Writing further, Amin’s account explains how the Kargil battle was a victory for Pakistan—despite its own Army not even being involved. It rebuts the Indian version, which the world was then more inclined to credit. “For political reasons, the Indian government chose to play up the funerals of dead soldiers in the Kargil fighting. This could turn out to be a grave mistake. So far the Indian public had by and large little of the body losses in the Kashmiri insurrection since 1990. The parallels of Afghanistan or Vietnam did not quite seem applicable to Kashmir. India was taking casualties but there were no known protests from the Indian because there was no highlighting of the casualties. But, the situation has changed with the public effusive mourning of the returning dead. For a while, no doubt, the war fever kept the morale high. However, history bears witness that this euphoria rarely lasts. The growing awareness of physical and financial losses would, sooner or later, probably tell.”
External version of Kargil
It is interesting to juxtapose the non-Pakistani view of the battle with Pakistan’s textbook version. The non-Pakistani version was presented by a group of scholars in “Limited Conflicts under the nuclear umbrella and Pakistan’s Lessons from the Kargil Crisis” (RAND 2020):
“In the spring of 1999 the world discovered that Pakistan had made a foray into the Kargil-Dras sector of the Line of Control with India pursuing the not so clear objective of a limited war. The RAND authors guess at the objectives: ‘a desire to redeem itself after its humiliating defeat in the 1971 war with India: Indian occupation of the Siachen Glacier; a desire to punish India for its periodic shelling of the Neelam Valley road and its other ‘provocations’ along the Line of Control in Kashmir; a desire to energize what at that point appeared to be a flagging insurgency in the Kashmir Valley; and, finally, a desire to exploit its newly confirmed nuclear capabilities to achieve those lasting political changes in Kashmir that had hitherto eluded Islamabad.”
Pakistan chooses low-intensity conflict
According to the authors, “Pakistan has realized that Kargil-like operations are not legitimate in the current international environment but it still thinks that Low Intensity Conflict can be used to attain political objectives. Yet Kargil was yet another example of Pakistan’s (lack of) grand strategy as it repeated the 1965 and 1971 war scenarios not supported by the international community. Kargil was unprecedented in the history of Indo-Pakistan ‘violent peace’ in Kashmir in terms of its rapidity and the degree of India’s counter-response.

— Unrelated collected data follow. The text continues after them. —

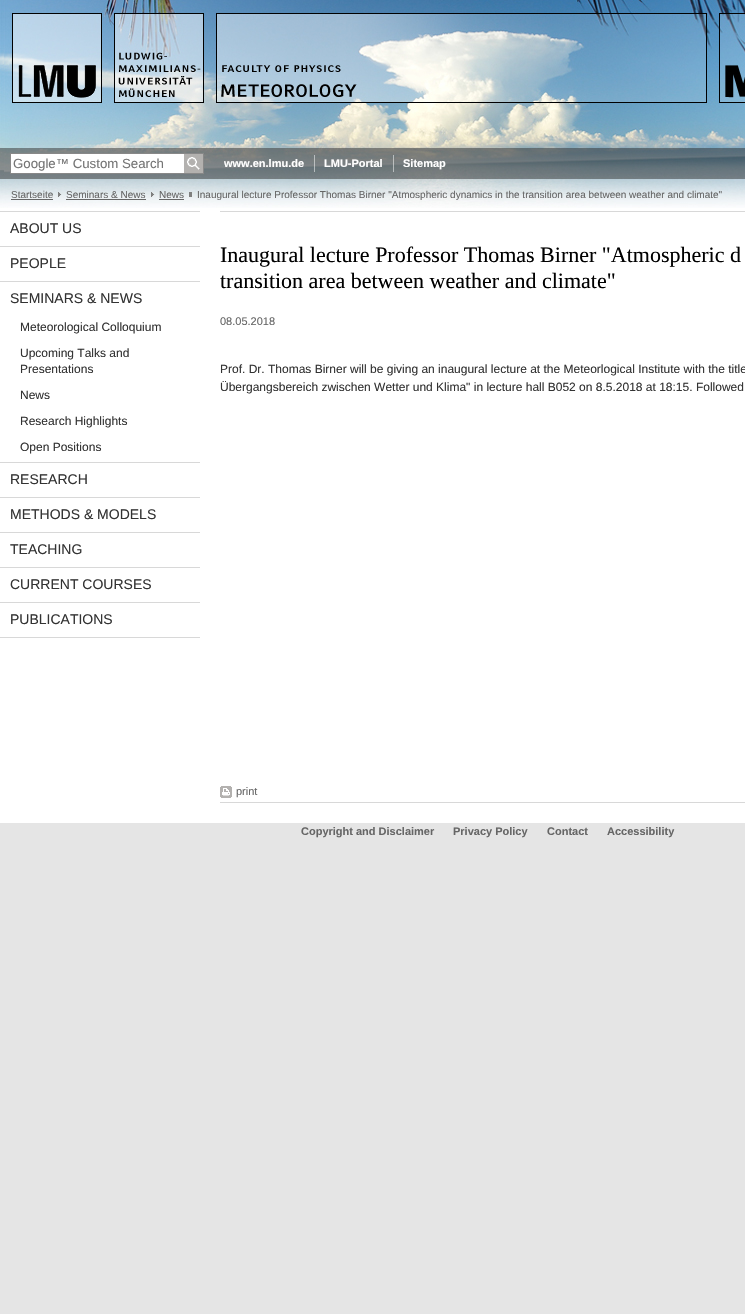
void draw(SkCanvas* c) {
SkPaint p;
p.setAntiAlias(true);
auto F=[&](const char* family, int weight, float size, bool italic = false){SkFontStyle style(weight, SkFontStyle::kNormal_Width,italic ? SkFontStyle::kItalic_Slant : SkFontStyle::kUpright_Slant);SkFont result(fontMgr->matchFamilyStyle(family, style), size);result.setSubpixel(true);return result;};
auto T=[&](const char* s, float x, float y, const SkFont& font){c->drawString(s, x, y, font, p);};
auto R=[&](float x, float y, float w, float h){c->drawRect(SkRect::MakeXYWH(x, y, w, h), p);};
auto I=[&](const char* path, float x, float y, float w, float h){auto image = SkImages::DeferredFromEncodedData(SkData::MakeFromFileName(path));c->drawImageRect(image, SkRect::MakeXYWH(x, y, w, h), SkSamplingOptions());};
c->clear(0xffe5e5e5);
p.setColor(0xffffffff);
R(0,208,745,615);
I("1.png",0,0,745,148);
I("2.png",0,148,745,31);
R(11,154,173,19);
p.setStroke(true);
p.setStrokeWidth(1);
p.setColor(0xff888888);
c->drawRect(SkRect::MakeXYWH(10.5,153.5,193,20),p);
auto f1 = F("Liberation Sans",400,13.25);
p.setStroke(false);
p.setColor(0xff757575);
T("Google™ Custom Search",13,168,f1);
I("3.png",184,154,19,19);
auto f2 = F("Liberation Sans",700,11);
p.setColor(0xffffffff);
T("www.en.lmu.de",224,167,f2);
p.setColor(0x80ffffff);
R(314,155,1,17);
p.setColor(0xffffffff);
T("LMU-Portal",324,167,f2);
p.setColor(0x80ffffff);
R(393,155,1,17);
p.setColor(0xffffffff);
T("Sitemap",403,167,f2);
I("4.png",0,179,745,29);
auto f3 = F("Liberation Sans",400,10);
p.setColor(0xff666666);
T("Startseite",11,198,f3);
R(11,199,42,1);
I("5.png",58,192,4,5);
T("Seminars & News",66,198,f3);
R(66,199,80,1);
I("6.png",151,192,4,5);
T("News",159,198,f3);
R(159,199,25,1);
p.setColor(0xff7f7f7f);
R(189,192,3,5);
p.setColor(0xff666666);
T("Inaugural lecture Professor Thomas Birner \"Atmospheric dynamics in the transition area between weather and climate\"",197,198,f3);
p.setColor(0xffd8d8d8);
R(0,211,200,1);
R(0,246,200,1);
auto f4 = F("Liberation Sans",400,14);
p.setColor(0xff333333);
T("ABOUT US",10,233,f4);
p.setColor(0xffd8d8d8);
R(0,281,200,1);
p.setColor(0xff333333);
T("PEOPLE",10,268,f4);
p.setColor(0xffd8d8d8);
R(0,462,200,1);
p.setColor(0xff333333);
T("SEMINARS & NEWS",10,303,f4);
auto f5 = F("Liberation Sans",400,12);
T("Meteorological Colloquium",20,331,f5);
T("Upcoming Talks and",20,357,f5);
T("Presentations",20,373,f5);
T("News",20,399,f5);
T("Research Highlights",20,425,f5);
T("Open Positions",20,451,f5);
p.setColor(0xffd8d8d8);
R(0,497,200,1);
p.setColor(0xff333333);
T("RESEARCH",10,484,f4);
p.setColor(0xffd8d8d8);
R(0,532,200,1);
p.setColor(0xff333333);
T("METHODS & MODELS",10,519,f4);
p.setColor(0xffd8d8d8);
R(0,567,200,1);
p.setColor(0xff333333);
T("TEACHING",10,554,f4);
p.setColor(0xffd8d8d8);
R(0,602,200,1);
p.setColor(0xff333333);
T("CURRENT COURSES",10,589,f4);
p.setColor(0xffd8d8d8);
R(0,637,200,1);
p.setColor(0xff333333);
T("PUBLICATIONS",10,624,f4);
p.setColor(0xffd8d8d8);
R(220,211,525,1);
auto f6 = F("Liberation Serif",400,22);
p.setColor(0xff000000);
T("Inaugural lecture Professor Thomas Birner \"Atmospheric d",220,262,f6);
T("transition area between weather and climate\"",220,288,f6);
auto f7 = F("Liberation Sans",400,11);
p.setColor(0xff666666);
T("08.05.2018",220,325,f7);
p.setColor(0xff333333);
T("Prof. Dr. Thomas Birner will be giving an inaugural lecture at the Meteorlogical Institute with the title",220,373,f5);
T("Übergangsbereich zwischen Wetter und Klima\" in lecture hall B052 on 8.5.2018 at 18:15. Followed",220,391,f5);
p.setColor(0xffd8d8d8);
R(220,802,525,1);
I("7.png",220,786,12,12);
p.setColor(0xff666666);
T("print",236,795,f7);
T("Copyright and Disclaimer",301,835,f2);
T("Privacy Policy",453,835,f2);
T("Contact",547,835,f2);
T("Accessibility",607,835,f2);
}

“It aroused the world to the possibility of escalation of conventional war into a nuclear one in South Asia. The study concludes that Kargil confirmed for India Pakistan’s identity as a reckless, adventuristic, ‘risk-acceptant’, untrustworthy state, spearheaded by a military that controlled the state. It blunted India’s inclination to resolve the Kashmir issue with Pakistan as a party to the dispute. It also persuaded India to diversify its old strategy of not allowing any extra-regional inputs into the resolution of its disputes with Pakistan. It woke up to favorable international attention on the Indo-Pak disputes.
“The press in Pakistan reacted favorably to the Kargil Operation, but as the news of the involvement of Pakistan Army in the Operation reached it, there was a realization that Pakistan would have to pay heavily for the army’s adventurism. On the other hand, the army, while realizing the negative fallout from it, thought Kargil showed the way to calibrating the covert operation in Kashmir with the help of religious parties.
“The press also belatedly realized that the government of Nawaz Sharif did not get the expected support on Kargil from China despite visits by foreign minister Sartaj Aziz and the prime minister himself. The army was forced to deploy a rhetoric of peace with India, offering ceasefires and even much less credible partial withdrawals of troops from the border. Pakistan’s readiness to risk escalation to nuclear levels could actually be a ‘nuclear signaling’ when it felt that Indian troops deployment was going beyond the tolerable threshold.
Into the pit of isolation
“Pakistan was disenchanted by the international reaction that Kargil provoked. The United States, G-8, and China, by expressing their displeasure, made it obvious to India that Pakistan’s options could actually be restricted at all levels of diplomacy, and that war had thrown it into an isolation that was palpable and could begin to be felt by Pakistanis too. It was indeed the negative international reaction that forced the government in Pakistan to call off the operation at the risk of offending the army. The Kargil fiasco ended with the Pakistani army chief General Musharraf throwing out the elected prime minister Nawaz Sharif and ruling Pakistan for the next decade, an uncanny “reward” for subverting democracy in Pakistan.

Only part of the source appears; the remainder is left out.